How Position Changes Your Symptoms
You’d expect lying down to make things worse, and it does, but not exactly the way most people assume. Studies measuring acid levels in the esophagus found that reflux episodes actually happen more frequently when you’re sitting upright. The difference is that each episode is much shorter when you’re sitting because gravity helps clear the acid back down. When you’re lying flat, each reflux episode lasts longer, keeping acid in contact with the esophageal lining and producing more sustained burning and discomfort.
This is why nighttime symptoms tend to feel worse. Many people wake up with a sour taste, coughing, or chest pain that wasn’t there when they went to bed. Eating within a few hours of lying down amplifies the problem, since a full stomach is more likely to push contents upward through the hernia.
Sliding vs. Paraesophageal Hernias
About 95% of hiatal hernias are the “sliding” type, where the junction between the esophagus and stomach slides upward through the diaphragm. These primarily cause acid reflux symptoms. Paraesophageal hernias are less common but produce a different set of sensations. In this type, part of the stomach pushes up alongside the esophagus and can become twisted or compressed.

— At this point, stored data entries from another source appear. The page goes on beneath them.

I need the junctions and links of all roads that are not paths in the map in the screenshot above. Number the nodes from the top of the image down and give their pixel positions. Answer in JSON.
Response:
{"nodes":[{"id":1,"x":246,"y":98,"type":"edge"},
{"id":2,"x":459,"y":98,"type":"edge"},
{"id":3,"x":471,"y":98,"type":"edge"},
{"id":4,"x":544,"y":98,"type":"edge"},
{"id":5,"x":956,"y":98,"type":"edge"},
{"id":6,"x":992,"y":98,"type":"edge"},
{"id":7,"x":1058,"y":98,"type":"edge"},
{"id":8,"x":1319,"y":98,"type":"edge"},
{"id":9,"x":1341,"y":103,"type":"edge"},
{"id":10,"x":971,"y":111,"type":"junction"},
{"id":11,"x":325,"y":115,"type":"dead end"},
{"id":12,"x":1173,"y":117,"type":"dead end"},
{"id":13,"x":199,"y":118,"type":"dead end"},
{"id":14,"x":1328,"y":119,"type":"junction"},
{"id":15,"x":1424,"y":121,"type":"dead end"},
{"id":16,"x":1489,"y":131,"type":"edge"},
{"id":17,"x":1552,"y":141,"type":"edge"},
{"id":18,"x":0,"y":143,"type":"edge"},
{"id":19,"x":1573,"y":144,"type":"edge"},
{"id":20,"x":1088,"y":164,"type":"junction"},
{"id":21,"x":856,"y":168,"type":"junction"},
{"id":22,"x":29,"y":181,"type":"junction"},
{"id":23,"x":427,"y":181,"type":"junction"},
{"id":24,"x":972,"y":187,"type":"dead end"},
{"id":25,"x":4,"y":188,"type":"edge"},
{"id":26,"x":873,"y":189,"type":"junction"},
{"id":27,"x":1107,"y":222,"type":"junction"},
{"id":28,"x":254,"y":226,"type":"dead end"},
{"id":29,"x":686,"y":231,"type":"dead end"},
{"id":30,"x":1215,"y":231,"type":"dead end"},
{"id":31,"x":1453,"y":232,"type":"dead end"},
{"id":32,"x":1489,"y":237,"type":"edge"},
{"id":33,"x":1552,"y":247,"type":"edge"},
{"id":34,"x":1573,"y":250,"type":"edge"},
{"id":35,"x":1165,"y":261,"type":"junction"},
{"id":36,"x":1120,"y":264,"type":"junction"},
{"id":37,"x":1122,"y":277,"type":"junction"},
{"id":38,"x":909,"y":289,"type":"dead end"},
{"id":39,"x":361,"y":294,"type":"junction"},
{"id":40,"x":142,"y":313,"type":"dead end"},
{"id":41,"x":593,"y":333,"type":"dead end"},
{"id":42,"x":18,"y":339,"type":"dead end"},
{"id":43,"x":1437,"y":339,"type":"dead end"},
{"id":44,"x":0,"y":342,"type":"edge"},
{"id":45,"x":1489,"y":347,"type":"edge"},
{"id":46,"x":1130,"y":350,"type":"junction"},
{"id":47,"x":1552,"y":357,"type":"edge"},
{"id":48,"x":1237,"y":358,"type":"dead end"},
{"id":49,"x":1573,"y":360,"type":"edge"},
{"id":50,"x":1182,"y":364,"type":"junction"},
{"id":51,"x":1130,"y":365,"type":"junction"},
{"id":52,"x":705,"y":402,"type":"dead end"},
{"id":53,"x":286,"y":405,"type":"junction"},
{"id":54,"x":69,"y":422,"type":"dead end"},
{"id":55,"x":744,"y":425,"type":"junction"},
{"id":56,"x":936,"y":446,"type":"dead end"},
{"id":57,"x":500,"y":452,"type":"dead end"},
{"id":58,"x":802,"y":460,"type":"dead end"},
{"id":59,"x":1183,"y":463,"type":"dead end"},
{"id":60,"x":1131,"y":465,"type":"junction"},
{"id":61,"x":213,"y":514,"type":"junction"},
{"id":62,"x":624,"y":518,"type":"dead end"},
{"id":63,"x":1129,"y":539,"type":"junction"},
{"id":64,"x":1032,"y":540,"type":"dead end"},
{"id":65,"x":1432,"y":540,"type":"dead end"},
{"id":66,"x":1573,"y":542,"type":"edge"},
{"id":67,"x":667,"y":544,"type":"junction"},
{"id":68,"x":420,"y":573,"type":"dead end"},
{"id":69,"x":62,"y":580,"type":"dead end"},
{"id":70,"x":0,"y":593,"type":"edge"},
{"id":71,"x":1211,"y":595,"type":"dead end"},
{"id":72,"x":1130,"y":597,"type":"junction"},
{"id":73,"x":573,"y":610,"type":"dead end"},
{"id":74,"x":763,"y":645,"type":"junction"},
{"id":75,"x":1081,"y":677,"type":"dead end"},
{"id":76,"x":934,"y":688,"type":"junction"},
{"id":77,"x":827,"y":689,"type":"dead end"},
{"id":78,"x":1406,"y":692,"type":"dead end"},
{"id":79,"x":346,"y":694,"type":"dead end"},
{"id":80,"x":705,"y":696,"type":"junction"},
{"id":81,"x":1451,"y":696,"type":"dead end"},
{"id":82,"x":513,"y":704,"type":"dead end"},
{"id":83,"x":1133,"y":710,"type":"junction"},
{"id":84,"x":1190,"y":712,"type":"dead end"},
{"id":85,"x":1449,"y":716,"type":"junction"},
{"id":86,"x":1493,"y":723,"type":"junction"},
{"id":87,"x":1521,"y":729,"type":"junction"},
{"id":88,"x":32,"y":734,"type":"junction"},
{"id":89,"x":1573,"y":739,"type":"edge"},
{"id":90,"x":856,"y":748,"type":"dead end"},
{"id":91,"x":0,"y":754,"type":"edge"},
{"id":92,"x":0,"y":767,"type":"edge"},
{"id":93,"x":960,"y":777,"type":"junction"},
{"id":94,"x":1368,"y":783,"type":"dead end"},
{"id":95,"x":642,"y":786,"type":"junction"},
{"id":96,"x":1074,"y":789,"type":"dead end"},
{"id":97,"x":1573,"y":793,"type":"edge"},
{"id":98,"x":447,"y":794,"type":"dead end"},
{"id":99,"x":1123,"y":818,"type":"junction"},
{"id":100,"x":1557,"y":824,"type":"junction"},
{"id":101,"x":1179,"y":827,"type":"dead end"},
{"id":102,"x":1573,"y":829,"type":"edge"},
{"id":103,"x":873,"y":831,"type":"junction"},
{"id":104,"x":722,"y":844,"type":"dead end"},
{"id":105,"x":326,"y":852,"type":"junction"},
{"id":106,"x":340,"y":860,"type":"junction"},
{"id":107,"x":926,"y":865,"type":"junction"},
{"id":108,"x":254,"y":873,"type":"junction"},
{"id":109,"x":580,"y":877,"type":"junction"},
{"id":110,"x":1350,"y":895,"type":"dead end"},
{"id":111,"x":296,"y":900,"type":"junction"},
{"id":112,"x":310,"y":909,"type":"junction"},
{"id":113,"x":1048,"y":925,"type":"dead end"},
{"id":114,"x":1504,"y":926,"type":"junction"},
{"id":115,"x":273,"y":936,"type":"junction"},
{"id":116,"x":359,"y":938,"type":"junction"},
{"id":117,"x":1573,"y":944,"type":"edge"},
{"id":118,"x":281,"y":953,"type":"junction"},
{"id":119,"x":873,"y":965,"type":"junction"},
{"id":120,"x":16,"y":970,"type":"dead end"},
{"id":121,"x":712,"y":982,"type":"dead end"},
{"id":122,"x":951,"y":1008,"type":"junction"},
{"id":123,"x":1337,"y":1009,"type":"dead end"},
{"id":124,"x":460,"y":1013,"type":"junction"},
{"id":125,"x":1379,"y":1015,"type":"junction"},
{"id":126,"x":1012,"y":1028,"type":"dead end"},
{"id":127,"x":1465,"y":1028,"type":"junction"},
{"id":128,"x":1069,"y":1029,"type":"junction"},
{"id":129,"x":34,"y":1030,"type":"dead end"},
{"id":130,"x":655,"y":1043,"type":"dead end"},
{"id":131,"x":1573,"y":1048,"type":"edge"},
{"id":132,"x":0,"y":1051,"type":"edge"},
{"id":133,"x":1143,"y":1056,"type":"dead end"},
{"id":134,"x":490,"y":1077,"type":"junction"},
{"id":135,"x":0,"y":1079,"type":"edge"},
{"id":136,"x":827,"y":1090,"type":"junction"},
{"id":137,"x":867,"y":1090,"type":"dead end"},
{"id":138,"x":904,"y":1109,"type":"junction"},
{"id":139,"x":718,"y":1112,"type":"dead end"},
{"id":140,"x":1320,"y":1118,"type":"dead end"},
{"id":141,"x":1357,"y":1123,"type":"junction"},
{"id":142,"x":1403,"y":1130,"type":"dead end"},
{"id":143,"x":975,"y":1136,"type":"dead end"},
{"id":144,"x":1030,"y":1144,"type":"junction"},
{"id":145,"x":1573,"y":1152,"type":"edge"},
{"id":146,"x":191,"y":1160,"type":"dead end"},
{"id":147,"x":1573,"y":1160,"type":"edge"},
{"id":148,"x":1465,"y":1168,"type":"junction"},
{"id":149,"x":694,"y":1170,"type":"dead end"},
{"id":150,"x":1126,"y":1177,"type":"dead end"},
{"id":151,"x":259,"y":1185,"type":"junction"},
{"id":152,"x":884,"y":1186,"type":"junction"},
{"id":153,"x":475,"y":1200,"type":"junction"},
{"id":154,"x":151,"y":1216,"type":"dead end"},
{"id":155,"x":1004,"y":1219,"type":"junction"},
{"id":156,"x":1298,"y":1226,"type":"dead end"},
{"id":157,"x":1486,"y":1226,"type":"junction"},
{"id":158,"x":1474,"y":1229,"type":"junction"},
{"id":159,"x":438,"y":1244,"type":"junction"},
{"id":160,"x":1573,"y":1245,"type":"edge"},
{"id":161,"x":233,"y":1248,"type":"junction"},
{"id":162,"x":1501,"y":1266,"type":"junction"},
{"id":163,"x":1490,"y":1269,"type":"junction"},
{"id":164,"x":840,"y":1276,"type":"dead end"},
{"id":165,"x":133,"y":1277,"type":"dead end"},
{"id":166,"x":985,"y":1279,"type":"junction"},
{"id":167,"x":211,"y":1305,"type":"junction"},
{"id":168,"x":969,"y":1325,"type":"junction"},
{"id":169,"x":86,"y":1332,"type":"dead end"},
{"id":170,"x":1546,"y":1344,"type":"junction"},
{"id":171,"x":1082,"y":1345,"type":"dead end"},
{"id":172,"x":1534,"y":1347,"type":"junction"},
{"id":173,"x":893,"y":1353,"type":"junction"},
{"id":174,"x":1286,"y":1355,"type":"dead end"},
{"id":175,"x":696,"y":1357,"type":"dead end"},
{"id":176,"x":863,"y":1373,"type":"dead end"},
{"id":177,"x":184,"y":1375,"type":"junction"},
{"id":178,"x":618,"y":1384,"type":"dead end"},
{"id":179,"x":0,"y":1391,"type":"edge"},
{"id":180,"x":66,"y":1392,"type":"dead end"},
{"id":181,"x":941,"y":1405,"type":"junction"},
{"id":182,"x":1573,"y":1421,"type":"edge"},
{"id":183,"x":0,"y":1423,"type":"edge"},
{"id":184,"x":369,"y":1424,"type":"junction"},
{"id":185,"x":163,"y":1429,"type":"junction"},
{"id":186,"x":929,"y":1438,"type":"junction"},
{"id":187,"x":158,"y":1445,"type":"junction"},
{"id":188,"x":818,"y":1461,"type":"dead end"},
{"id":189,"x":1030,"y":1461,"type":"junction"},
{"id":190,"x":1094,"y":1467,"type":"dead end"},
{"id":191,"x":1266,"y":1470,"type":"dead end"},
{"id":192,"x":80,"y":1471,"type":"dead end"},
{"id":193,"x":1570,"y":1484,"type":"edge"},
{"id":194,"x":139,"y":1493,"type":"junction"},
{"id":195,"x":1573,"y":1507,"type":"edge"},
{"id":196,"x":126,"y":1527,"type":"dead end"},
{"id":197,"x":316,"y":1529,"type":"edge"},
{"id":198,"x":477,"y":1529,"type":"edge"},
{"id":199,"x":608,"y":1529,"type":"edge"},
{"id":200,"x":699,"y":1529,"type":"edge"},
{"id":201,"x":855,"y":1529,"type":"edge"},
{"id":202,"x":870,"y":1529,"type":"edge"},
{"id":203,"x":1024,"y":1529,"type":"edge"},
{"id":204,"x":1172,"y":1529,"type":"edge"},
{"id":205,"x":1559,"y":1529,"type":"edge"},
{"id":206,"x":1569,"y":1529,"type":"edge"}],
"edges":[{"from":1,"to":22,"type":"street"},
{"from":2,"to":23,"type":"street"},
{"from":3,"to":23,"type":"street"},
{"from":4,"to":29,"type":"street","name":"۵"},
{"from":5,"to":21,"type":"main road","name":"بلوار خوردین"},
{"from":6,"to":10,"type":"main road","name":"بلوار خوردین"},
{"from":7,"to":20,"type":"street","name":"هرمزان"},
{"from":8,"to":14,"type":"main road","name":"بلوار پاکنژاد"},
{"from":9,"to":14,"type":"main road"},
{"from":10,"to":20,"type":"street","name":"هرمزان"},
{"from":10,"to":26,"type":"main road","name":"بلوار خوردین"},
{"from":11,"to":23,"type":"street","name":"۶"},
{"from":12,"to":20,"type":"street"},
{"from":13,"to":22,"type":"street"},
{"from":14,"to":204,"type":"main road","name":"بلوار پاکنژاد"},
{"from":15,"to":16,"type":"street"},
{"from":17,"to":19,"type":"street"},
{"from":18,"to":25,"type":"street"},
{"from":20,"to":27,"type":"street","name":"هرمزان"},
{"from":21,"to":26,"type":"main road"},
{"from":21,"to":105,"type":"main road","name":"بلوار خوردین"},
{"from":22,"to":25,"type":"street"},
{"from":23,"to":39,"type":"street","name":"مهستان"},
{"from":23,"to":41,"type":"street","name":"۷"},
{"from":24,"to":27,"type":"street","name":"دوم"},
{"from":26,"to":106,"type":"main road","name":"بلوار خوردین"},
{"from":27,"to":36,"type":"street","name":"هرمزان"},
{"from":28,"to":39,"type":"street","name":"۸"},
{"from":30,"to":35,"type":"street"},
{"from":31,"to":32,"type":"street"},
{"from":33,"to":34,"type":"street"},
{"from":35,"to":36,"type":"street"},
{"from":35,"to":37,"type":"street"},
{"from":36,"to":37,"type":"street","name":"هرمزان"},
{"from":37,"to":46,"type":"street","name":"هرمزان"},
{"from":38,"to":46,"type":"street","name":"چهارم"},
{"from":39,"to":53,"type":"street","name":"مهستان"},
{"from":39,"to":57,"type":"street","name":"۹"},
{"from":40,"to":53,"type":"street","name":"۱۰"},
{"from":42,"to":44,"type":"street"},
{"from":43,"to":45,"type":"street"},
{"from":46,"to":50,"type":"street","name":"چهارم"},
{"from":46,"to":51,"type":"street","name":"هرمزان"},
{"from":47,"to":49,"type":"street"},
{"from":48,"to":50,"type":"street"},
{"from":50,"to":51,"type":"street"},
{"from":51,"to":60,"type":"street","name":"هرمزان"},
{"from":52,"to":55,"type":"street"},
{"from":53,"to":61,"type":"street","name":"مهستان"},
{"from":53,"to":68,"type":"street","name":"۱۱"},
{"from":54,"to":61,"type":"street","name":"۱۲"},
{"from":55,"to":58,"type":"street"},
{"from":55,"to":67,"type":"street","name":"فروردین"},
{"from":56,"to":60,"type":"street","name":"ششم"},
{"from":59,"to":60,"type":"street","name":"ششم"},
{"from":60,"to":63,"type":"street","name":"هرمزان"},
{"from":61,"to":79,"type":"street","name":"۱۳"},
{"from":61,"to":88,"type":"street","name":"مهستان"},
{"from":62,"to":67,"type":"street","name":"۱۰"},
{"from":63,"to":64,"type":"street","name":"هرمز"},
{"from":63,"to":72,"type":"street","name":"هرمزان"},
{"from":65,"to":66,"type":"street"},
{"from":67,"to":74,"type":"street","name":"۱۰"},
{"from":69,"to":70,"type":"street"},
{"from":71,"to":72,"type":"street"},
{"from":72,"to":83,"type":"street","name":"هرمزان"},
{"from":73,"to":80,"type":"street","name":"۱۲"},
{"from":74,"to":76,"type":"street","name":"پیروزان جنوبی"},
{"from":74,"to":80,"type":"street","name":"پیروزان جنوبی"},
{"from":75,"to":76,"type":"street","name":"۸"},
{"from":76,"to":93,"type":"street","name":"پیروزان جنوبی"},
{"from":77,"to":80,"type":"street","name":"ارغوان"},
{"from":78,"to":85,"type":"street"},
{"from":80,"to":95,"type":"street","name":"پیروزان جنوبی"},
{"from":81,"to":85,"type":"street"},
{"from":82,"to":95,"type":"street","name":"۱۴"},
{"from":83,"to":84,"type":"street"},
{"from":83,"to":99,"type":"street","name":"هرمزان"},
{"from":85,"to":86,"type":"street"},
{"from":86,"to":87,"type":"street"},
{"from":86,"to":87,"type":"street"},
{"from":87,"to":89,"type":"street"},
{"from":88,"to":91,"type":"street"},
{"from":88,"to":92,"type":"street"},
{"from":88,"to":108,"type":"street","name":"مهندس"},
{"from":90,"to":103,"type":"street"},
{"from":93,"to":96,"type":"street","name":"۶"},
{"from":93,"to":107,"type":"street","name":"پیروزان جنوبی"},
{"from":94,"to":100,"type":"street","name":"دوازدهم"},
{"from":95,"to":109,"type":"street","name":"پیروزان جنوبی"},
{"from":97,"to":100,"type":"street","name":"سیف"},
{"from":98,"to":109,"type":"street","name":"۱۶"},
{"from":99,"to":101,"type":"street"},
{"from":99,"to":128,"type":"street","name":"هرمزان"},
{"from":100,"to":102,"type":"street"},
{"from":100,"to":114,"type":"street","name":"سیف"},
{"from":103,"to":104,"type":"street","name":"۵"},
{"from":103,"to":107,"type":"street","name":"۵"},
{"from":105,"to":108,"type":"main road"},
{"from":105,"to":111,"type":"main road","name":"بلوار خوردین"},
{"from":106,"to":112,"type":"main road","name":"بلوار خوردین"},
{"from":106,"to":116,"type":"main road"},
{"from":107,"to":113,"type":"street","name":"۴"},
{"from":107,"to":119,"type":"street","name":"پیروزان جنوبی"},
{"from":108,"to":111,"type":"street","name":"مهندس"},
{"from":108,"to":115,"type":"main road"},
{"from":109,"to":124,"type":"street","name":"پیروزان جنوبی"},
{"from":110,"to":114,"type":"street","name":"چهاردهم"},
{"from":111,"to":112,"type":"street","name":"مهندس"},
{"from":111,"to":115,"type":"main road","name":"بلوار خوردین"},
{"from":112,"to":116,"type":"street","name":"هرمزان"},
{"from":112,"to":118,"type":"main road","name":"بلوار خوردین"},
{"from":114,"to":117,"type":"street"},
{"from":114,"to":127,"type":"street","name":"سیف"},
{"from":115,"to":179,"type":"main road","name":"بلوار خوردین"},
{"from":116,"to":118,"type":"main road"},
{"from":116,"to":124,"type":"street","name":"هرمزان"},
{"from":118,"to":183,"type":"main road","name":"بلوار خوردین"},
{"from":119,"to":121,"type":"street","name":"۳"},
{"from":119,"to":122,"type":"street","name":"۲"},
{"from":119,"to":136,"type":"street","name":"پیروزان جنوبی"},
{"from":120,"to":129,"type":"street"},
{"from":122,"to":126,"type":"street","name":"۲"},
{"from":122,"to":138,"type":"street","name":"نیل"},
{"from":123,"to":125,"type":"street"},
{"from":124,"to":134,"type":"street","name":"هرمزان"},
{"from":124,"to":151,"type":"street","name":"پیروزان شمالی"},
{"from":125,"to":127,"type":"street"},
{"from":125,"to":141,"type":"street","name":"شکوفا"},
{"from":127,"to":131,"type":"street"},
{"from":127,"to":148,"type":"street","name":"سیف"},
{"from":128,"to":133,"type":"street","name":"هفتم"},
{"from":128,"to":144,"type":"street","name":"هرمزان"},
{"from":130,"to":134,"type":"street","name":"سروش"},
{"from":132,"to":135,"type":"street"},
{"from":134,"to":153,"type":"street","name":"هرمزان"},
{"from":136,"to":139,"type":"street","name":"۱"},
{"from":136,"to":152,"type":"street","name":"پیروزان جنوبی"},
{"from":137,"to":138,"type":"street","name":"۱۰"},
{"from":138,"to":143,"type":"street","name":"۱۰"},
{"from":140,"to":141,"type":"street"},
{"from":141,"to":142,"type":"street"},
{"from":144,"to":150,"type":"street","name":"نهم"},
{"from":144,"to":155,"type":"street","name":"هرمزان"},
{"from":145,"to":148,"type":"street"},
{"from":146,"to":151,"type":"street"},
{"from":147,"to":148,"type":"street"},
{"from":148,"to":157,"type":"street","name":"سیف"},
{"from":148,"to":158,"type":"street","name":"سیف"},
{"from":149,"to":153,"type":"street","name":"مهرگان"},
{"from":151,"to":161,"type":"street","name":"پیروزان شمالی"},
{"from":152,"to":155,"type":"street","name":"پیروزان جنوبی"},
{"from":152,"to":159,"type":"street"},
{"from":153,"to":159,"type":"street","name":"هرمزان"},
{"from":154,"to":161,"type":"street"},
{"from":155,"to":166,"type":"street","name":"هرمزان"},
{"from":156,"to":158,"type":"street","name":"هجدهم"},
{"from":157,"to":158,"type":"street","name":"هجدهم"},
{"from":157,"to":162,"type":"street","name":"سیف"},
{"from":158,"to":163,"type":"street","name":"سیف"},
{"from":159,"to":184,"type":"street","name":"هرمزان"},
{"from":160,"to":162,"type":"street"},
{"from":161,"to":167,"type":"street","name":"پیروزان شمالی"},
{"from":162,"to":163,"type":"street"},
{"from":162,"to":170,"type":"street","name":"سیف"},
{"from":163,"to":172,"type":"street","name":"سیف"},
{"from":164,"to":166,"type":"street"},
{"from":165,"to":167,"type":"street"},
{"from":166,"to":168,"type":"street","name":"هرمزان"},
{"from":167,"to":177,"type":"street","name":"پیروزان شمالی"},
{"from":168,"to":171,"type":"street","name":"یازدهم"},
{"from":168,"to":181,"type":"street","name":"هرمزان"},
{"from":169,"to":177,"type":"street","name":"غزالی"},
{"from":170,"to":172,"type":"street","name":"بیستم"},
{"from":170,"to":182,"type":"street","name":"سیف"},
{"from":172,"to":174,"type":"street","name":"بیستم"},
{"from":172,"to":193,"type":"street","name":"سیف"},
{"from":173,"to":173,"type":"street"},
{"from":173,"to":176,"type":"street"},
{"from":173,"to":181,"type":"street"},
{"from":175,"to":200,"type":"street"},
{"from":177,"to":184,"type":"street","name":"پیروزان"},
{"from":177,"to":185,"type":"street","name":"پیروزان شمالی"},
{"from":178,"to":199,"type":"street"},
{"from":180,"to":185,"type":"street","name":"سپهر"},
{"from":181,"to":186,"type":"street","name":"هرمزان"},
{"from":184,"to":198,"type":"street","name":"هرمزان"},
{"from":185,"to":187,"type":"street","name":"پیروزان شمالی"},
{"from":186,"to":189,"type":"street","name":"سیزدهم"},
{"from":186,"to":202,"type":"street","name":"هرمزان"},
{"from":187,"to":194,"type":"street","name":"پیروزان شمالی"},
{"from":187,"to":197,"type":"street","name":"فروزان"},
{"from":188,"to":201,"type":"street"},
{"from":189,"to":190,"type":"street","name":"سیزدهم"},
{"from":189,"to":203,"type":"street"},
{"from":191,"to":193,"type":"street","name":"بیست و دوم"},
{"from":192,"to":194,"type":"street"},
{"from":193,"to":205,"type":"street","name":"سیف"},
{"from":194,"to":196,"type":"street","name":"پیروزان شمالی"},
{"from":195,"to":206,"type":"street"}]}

Paraesophageal hernias are more likely to cause upper abdominal pain and chest pain during or right after eating. They can also cause back pain, though this is uncommon. Because the stomach can twist on itself, these hernias sometimes lead to slow internal bleeding from ulcers that form at the pressure points, which over time causes anemia with symptoms like fatigue, weakness, and pale skin. A sliding hernia typically won’t cause back pain or upper abdominal pain in the same way.
Warning Signs That Need Emergency Care
In rare cases, a hernia can become trapped (incarcerated) or lose its blood supply (strangulated). This is a medical emergency. The symptoms shift from chronic discomfort to acute crisis: sudden, severe abdominal or chest pain that keeps getting worse, nausea and vomiting, and sometimes visible skin color changes over the area. Vomiting blood or passing black, tarry stools indicates bleeding in the digestive tract and also requires immediate attention.
These complications are far more common with paraesophageal hernias than with the sliding type. Most people with a small sliding hernia will never experience anything close to this, but knowing the red flags matters if you’ve been diagnosed with any type of hiatal hernia.